Çim ekilecek alan yeterince sıkı olmalı, büyük boşluklar içermemelidir. Ancak sert de olmamalıdır. Başka yerde köklendirilen hazır çim serilebileceği gibi, tohum da ekilebilir.

Süs Bitkilerinde Toprak Kullanımı: Süs bitkileri için topraktan önce iklim iyi incelenmelidir. Genelde derin, gevrek, iyi drenajlı, yeterli organik madde içeren kumlu tın bünyeli toprak en uygundur.

Orman Alanlarında Toprak Kullanımı: Toprak nemini düzenlemek, topraktan gelen hastalıkları önlemek, verimliliği ve toprak yapısını korumak ve erozyonu önlemek ormancının görevleri arasındadır. Ülkemiz ormancılığında sulama, gübreleme vb girdi uygulamaları yaygın değildir, ağaçlar kendi çabalarıyla gelişir.

Fidanlıkta toprak ve arazi özellikleri daha da önemlidir. Böyle yerler hastalıklardan korunmuş, iyi drenajlı, verimli alanlardan seçilmeli ve nitelikli suyla sulanmalıdır. Orman örtüsü altında nem ve verimlilik rejimlerini düzenleyen en önemli etmen süngersi (mull yapılı) organik kattır. Bu kat uzaklaştırılmamalı, toplanmamalıdır. Özellikle nemli toprakta hayvan otlatılması; sıkışma, nem azalması, organik maddenin zarar görmesi, düşük bağıl nem ve daha yüksek toprak sıcaklığı gibi olumsuz sonuçlar doğurabilir.

Arazi Toplulaştırma

Arazilerin miras yoluyla bölünme başta olmak üzere, kentleşme, göç, aradan yol kanal vb geçmesi, erozyon gibi nedenlerle bölünüp parçalanması, ekonomik tarımsal üretimin önündeki ciddi engellerden biridir. Birkaç parça tarlası olan çiftçi, bunların tümüne zamanında ve gereğince yetişememekte, şekilsiz tarlalarda işlerini yürütmek için ayrıca zaman ve yakıt harcamaktadır. Arazi toplulaştırma, çiftçinin elindeki arazi parçalarını olabildiğince birleştirilip, şeklini düzeltmek, su, yol gibi altyapı gereklerini karşılamak ve çoğu kez de var olan toprak sorunlarını gidermek üzere yürütülen bir teknik ve toplumsal projeler topluluğudur.
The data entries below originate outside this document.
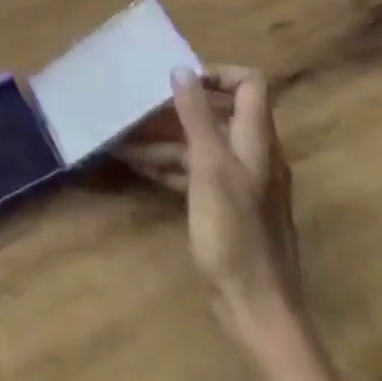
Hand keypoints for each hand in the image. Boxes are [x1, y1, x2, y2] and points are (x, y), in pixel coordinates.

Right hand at [116, 65, 301, 331]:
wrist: (257, 311)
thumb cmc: (234, 235)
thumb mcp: (209, 168)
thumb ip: (197, 116)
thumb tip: (182, 69)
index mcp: (257, 141)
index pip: (250, 84)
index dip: (218, 73)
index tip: (180, 81)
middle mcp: (253, 155)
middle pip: (220, 113)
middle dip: (178, 106)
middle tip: (141, 105)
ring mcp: (241, 183)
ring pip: (202, 143)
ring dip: (166, 137)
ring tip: (124, 136)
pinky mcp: (227, 208)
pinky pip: (196, 172)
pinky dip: (169, 165)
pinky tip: (137, 166)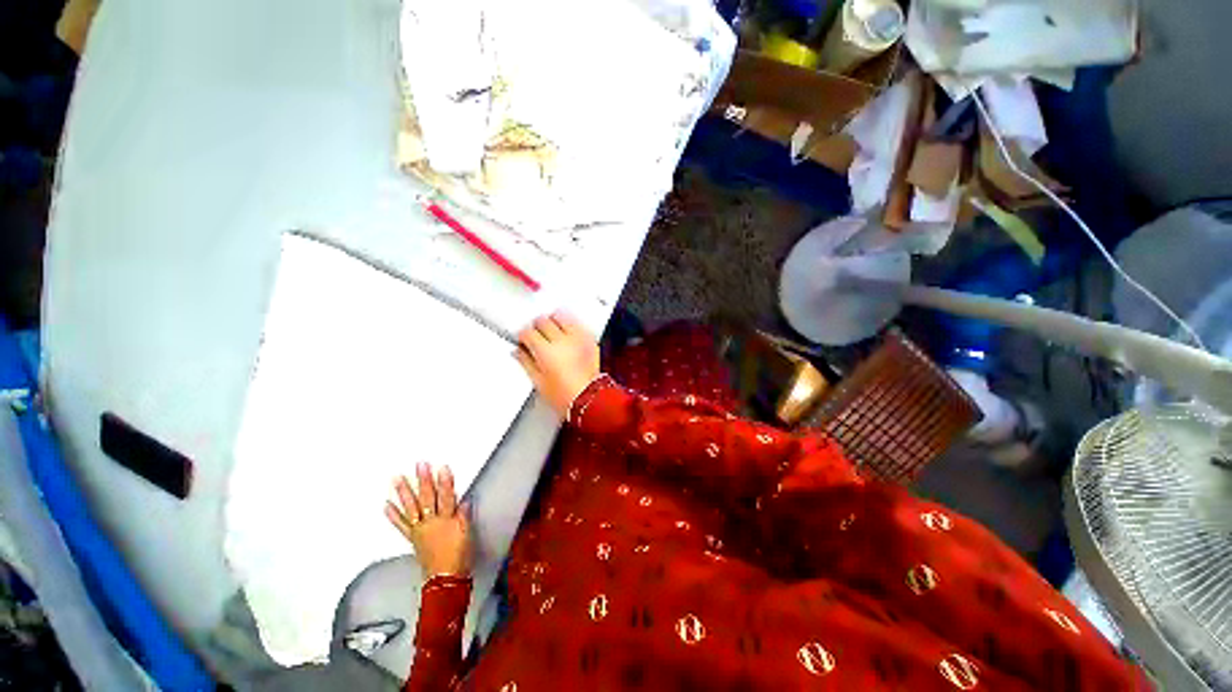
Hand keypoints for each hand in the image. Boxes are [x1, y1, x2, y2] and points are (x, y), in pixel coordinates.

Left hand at [385, 463, 471, 578]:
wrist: (445, 578)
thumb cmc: (459, 554)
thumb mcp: (466, 533)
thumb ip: (464, 516)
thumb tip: (464, 501)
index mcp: (446, 519)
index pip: (446, 496)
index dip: (445, 482)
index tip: (442, 467)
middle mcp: (430, 522)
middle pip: (427, 498)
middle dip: (424, 480)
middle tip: (420, 465)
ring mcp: (419, 529)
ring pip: (411, 508)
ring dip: (404, 492)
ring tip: (397, 479)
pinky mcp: (412, 537)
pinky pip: (401, 525)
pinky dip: (393, 515)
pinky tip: (386, 505)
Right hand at [516, 312, 600, 419]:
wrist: (590, 400)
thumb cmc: (566, 396)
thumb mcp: (539, 382)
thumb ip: (526, 363)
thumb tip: (518, 352)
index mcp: (546, 352)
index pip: (528, 332)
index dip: (523, 336)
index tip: (523, 341)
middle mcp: (562, 341)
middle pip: (543, 321)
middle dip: (536, 326)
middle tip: (536, 335)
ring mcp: (578, 338)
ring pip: (562, 316)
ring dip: (554, 320)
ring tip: (552, 330)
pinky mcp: (590, 340)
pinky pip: (578, 324)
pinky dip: (571, 325)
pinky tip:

Arazi toplulaştırma projesi uygulanırken, üreticilerin elindeki dağınık arazi parçaları olabildiğince birbirine yakın nitelikte ve olabildiğince en büyük parselin bünyesinde birleştirilmeye çalışılır. Dikkat edilecek ikinci nokta da, tüm parsellerin başkalarının arazisinden geçmeden, doğrudan yoldan ve su iletim ağından yararlanmasının sağlanmasıdır.
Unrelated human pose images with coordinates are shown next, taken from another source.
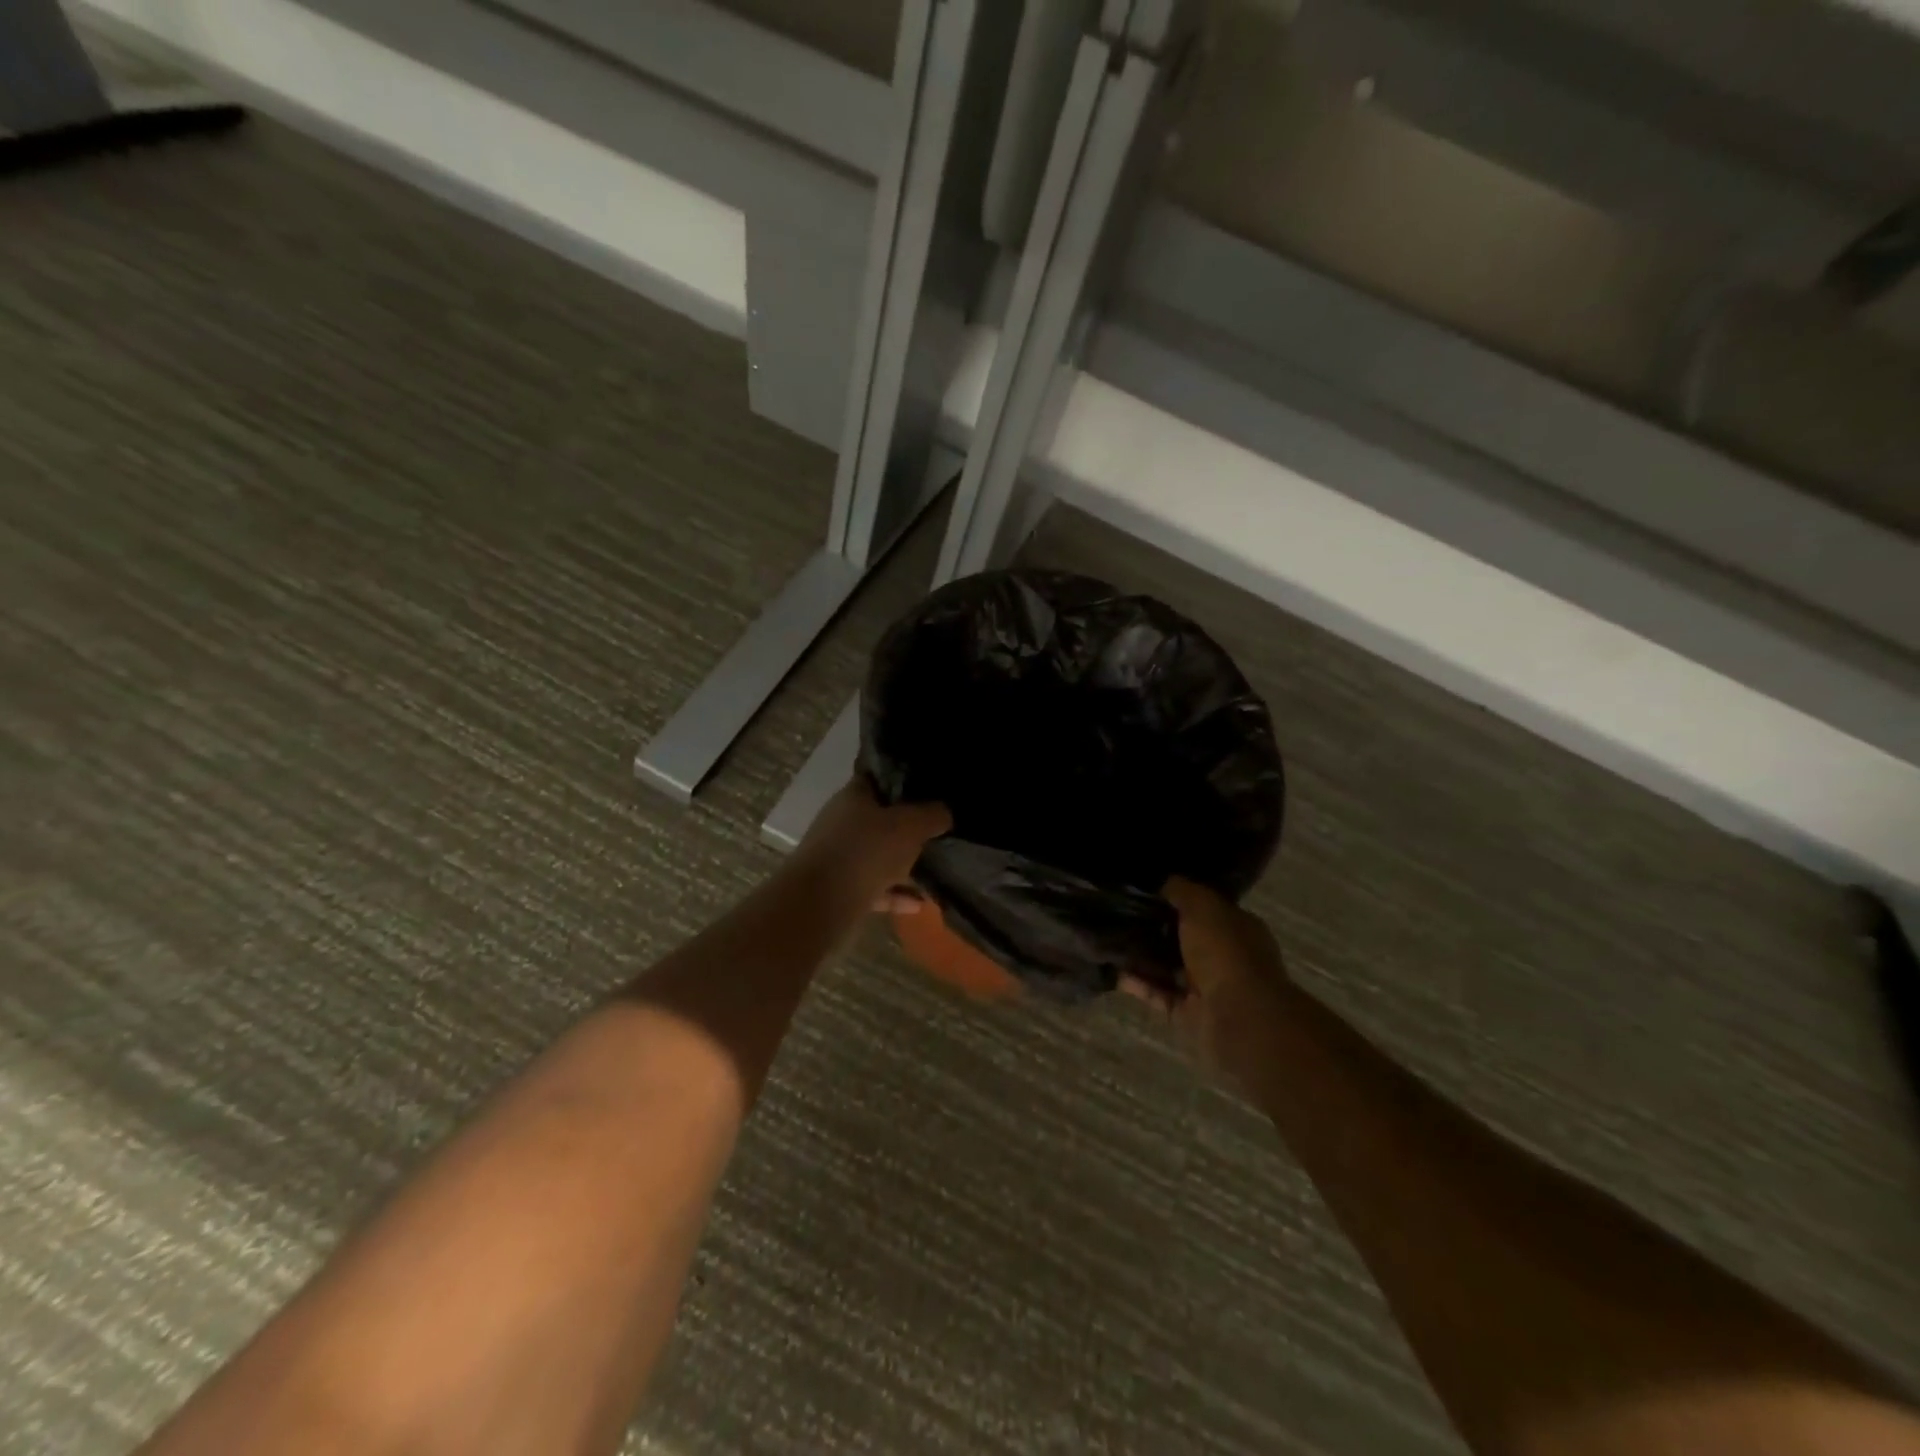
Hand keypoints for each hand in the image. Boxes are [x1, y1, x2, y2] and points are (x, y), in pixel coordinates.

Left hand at [796, 779, 949, 906]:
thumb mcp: (910, 825)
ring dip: (904, 865)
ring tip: (936, 871)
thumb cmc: (866, 851)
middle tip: (940, 831)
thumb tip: (945, 812)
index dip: (905, 781)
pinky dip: (896, 894)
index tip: (932, 788)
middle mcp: (843, 823)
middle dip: (909, 827)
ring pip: (878, 857)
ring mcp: (839, 858)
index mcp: (854, 796)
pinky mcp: (840, 891)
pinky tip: (920, 904)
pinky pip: (875, 888)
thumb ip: (932, 815)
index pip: (879, 779)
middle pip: (881, 820)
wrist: (820, 905)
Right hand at [1128, 878, 1289, 1072]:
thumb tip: (1166, 883)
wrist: (1239, 1018)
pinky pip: (1158, 993)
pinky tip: (1113, 969)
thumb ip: (1183, 891)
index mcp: (1237, 928)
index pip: (1206, 909)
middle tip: (1120, 915)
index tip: (1146, 891)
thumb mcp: (1203, 906)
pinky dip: (1138, 983)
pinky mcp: (1188, 1014)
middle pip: (1184, 939)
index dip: (1179, 899)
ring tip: (1110, 940)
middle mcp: (1224, 957)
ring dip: (1143, 957)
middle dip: (1155, 929)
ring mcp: (1206, 987)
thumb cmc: (1226, 953)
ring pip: (1168, 967)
Türkiye’de, daha çok ekonomik nedenlerle, şimdiye dek yalnızca sulu veya sulamaya açılacak arazilerde toplulaştırma projesi yürütülmüş veya plânlanmıştır. Başka birçok ülkede örneğin yol, baraj vb gibi bir altyapı çalışmasından önce toplulaştırma yoluyla önemli kazançlar sağlanmaktadır.

Kazı-Dolgu İşlemleri

Kazı-dolgu işlemleri, toprağın çeşitli amaçlarla bir yerden alınıp başka yere taşınması uygulamalarıdır. Arazinin düzlenmesi gereği, parçaların bütünleştirilmesi, yol, kanal, garaj, depo vb altyapı gerekleri gibi amaçlar, kazı-dolgu işlemlerini zorunlu kılabilmektedir. Kazı-dolgu işlemleri kazı yerinde bitki örtüsü ve verimli üst toprak ortadan kaldırıldığı için toprak verimi düşmektedir. Dolgu alanında ise, toprağın yerine oturması ve üzerinde yeni yaşam çeşitliliğinin gelişmesi uzun yıllar alabilecektir.

Tuzlu Topakların Yönetimi

Tuzlu topraklar, yer aldıkları coğrafyanın özellikleri gereği, çoğunlukla elverişli iklim koşullarına sahip verimli arazileri oluşturur. Bu topraklarda üstesinden gelmeye değer iki güçlük tuzluluk zararının en aza indirilmesi ve su eksikliğinin giderilmesidir. Kurak ve yarı kurak bölge topraklarının yaklaşık üçte birinin tuzluluk zararından az veya çok etkilenmektedir.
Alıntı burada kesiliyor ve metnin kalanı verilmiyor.